I have been thinking about this over the last 20 months while writing this column for you every fortnight, because it has been an experience of making links. Making links within my own mind, from feelings to thoughts to theories I’ve learned in my psychotherapy training and experiences I’ve had both with patients, and as a patient. It has been a time for me of finding profound meaning in our everyday losses and loves, as well as in a jumper that shrank in the wash, in potty training, and in a perfectly cooked jacket potato.
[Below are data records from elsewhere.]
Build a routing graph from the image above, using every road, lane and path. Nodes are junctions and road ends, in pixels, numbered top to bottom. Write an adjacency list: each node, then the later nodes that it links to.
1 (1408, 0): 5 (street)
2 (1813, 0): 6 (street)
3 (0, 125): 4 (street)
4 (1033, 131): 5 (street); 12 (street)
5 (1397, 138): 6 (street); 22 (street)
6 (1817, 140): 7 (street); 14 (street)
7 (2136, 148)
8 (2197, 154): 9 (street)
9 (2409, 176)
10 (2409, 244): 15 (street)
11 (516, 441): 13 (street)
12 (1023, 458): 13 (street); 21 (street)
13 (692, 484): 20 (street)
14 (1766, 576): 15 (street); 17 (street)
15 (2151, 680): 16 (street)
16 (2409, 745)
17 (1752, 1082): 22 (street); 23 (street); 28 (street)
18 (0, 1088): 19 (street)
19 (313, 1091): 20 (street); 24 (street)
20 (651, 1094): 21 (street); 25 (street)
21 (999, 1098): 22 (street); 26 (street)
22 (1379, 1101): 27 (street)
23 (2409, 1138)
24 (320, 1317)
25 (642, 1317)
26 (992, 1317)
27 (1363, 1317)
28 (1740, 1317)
And it has also been an experience of making links between our minds: I have felt so hopeful and heartened by the connections we’ve made through your messages, week after week, letting me know that my column has touched you or been useful. You’ve told me you’ve shared my work with family after the loss of a parent, after the loss of a child: this took the wind out of me. You’ve told me you’ve read my work and decided to go into therapy, to go travelling, to read more books. And some of you have sent me your own creative work – I’ve listened to your songs, looked at your art, read your articles and bought your books that have had me enthralled or in floods of tears (in a good way). I’ve also made friends. Every one of these links has felt like a gift, connections forged in a time in our society where it is so much easier, and there is so much opportunity and encouragement, to break them.

An important part of my treatment as a patient, and the treatment I offer to my patients, is somehow trying to find a home in our minds for the parts of us that seek to make links, to create and feel and come alive, and the parts of us that seek to break links, to destroy, to kill off feelings and ourselves. I wish it could be otherwise but I know a better life can only be built when we can each integrate all of these parts of ourselves.

Now this column is coming to an end – the next will be my last – and I am so grateful to have had this chance to make these connections with you all. I hope that we can all hold on to them. Research shows that the outcomes of psychodynamic psychotherapy improve over time after treatment has ended – patients feel more helped as more time passes, because the unconscious changes grow bigger and bigger, like ripples in a pond. I hope that the links we have made together can take root in our minds and, over time, continue to grow and nourish us, helping us to build better lives, not only for ourselves.